To: Chairman Greenlick and members of the House Committee on Health Care
From: Steve Buckstein, Senior Policy Analyst and Founder, Cascade Policy Institute, a non-profit, non-partisan public policy research organization based in Portland
HB 2128 is a common-sense response to Oregon’s overreach when it became the first state to require a prescription for drugs containing pseudoephedrine in 2006. Only Mississippi has followed our lead.
While our prescription-only law was meant to reduce the incidence of meth labs in the state, federal government data show that by the time our law went into effect, we had already seen an 89 percent drop in the previous two years. Why? Because Oregon adopted its earlier behind-the-counter law for pseudoephedrine drugs in 2004.
As federal data in Figure 1 of Cascade Policy Institute’s 2012 study show, Oregon reported 467 meth lab incidents in 2004, and just 50 by 2006. By 2010 we reported 12 meth lab incidents. So, the overwhelming drop came before our prescription-only law even went into effect. As shown in Figure 1, our two neighboring states of Washington and California showed similar declines over the same period; and they only put these drugs behind the counter, as all states were required to do by federal law starting in 2006.
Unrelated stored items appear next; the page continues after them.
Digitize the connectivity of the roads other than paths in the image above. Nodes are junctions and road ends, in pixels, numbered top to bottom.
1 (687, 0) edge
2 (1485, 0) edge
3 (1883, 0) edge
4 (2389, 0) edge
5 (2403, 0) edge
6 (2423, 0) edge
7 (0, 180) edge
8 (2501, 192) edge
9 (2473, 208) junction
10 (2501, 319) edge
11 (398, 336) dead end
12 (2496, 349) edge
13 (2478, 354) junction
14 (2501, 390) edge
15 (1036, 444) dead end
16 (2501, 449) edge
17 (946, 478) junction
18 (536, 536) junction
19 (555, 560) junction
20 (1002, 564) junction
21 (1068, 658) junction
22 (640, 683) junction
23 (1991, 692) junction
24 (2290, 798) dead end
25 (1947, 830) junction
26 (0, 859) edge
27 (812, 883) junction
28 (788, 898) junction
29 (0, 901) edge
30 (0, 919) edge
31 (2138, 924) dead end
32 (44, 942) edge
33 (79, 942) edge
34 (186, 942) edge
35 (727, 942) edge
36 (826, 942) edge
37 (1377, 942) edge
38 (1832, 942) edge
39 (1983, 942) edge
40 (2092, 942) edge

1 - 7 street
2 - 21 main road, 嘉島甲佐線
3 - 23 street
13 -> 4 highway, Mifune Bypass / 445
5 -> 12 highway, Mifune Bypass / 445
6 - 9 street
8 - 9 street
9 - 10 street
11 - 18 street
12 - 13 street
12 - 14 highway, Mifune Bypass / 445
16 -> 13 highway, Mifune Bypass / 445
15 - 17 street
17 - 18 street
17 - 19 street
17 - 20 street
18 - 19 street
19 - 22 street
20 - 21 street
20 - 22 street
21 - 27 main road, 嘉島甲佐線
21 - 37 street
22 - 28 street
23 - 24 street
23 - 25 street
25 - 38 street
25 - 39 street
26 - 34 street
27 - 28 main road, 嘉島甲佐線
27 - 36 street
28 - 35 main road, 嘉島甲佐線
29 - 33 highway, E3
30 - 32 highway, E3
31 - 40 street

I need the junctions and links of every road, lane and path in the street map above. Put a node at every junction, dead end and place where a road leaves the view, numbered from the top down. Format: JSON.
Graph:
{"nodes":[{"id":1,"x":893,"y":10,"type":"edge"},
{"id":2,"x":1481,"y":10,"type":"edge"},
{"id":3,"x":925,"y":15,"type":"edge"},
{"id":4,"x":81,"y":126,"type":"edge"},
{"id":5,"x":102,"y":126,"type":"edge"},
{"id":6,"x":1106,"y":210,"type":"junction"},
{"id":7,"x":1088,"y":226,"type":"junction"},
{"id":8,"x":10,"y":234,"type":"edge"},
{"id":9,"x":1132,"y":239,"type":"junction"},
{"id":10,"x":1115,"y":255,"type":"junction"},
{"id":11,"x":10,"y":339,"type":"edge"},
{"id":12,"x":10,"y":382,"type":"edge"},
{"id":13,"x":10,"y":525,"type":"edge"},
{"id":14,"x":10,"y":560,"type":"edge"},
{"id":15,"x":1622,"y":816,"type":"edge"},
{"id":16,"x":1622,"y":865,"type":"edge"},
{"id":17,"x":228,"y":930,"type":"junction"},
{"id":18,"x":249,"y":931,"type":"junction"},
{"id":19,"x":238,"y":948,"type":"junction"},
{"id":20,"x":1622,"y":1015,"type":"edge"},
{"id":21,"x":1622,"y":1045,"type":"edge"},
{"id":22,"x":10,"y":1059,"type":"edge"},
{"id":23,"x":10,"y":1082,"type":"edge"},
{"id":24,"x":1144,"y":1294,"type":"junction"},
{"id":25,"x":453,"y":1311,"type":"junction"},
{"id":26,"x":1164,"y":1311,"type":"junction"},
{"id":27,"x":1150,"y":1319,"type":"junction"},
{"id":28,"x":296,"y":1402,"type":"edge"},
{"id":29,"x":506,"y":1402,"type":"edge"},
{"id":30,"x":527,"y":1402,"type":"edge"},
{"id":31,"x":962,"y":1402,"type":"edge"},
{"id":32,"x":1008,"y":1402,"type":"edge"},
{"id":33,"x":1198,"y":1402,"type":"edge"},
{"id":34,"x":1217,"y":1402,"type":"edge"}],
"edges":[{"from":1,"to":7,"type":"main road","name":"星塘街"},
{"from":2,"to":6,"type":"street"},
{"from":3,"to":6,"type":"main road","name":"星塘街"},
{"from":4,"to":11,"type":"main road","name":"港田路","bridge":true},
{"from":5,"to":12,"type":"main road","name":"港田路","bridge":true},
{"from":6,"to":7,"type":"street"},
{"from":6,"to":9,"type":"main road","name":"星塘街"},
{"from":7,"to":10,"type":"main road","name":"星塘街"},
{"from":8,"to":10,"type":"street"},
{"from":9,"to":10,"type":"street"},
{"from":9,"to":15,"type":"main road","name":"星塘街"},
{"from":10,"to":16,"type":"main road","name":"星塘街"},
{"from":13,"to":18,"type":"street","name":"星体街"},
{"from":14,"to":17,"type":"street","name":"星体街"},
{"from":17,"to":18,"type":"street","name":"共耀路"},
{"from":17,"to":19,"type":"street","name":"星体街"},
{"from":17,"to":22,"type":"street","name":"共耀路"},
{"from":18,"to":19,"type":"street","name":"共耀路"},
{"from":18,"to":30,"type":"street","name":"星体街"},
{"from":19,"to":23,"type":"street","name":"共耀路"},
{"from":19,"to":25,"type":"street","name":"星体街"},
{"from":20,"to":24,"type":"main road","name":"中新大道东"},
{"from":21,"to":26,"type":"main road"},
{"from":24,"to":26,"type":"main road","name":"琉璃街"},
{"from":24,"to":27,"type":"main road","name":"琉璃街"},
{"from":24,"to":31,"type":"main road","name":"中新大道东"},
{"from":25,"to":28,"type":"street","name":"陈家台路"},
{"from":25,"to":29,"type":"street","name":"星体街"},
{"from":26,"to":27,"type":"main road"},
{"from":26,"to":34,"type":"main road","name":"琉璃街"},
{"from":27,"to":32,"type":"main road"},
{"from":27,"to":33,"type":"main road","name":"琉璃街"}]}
While I don’t have access to the meth lab incident data from more current years, we do know that according to recent reports from the U.S. Customs and Border Patrol, 99.8 percent of meth seized in the United States in 2015 was produced in Mexico.
Let’s be clear: Neither putting pseudoephedrine drugs behind the counter nor making them prescription-only did anything to reduce meth use and abuse.
Requiring prescriptions simply inconveniences Oregonians who want to treat minor cold or seasonal allergy symptoms, something consumers in 48 other states don’t have to bother with.
Oregonians have to make an appointment, take time off work to visit their doctor, ask for a prescription, and then go to the pharmacy to buy a product they previously could purchase by just asking their pharmacist.
A 2014 study found that this prescription requirement increased consumer prices for these drugs by 35 percent.
Making pseudoephedrine Rx-only is also likely to result in some patients relying on less effective treatments or avoiding treatment altogether due to additional cost and hassle. This could result in more lost work time for individuals and lost productivity for employers.
It’s time to recognize that we solved most of the meth lab problem by placing these drugs behind the counter in 2004. We didn’t need to overreach with our prescription-only law in 2006.
It’s time to repeal the prescription-only restriction and let honest consumers buy the cold and allergy medicines they prefer, just like people in 48 other states.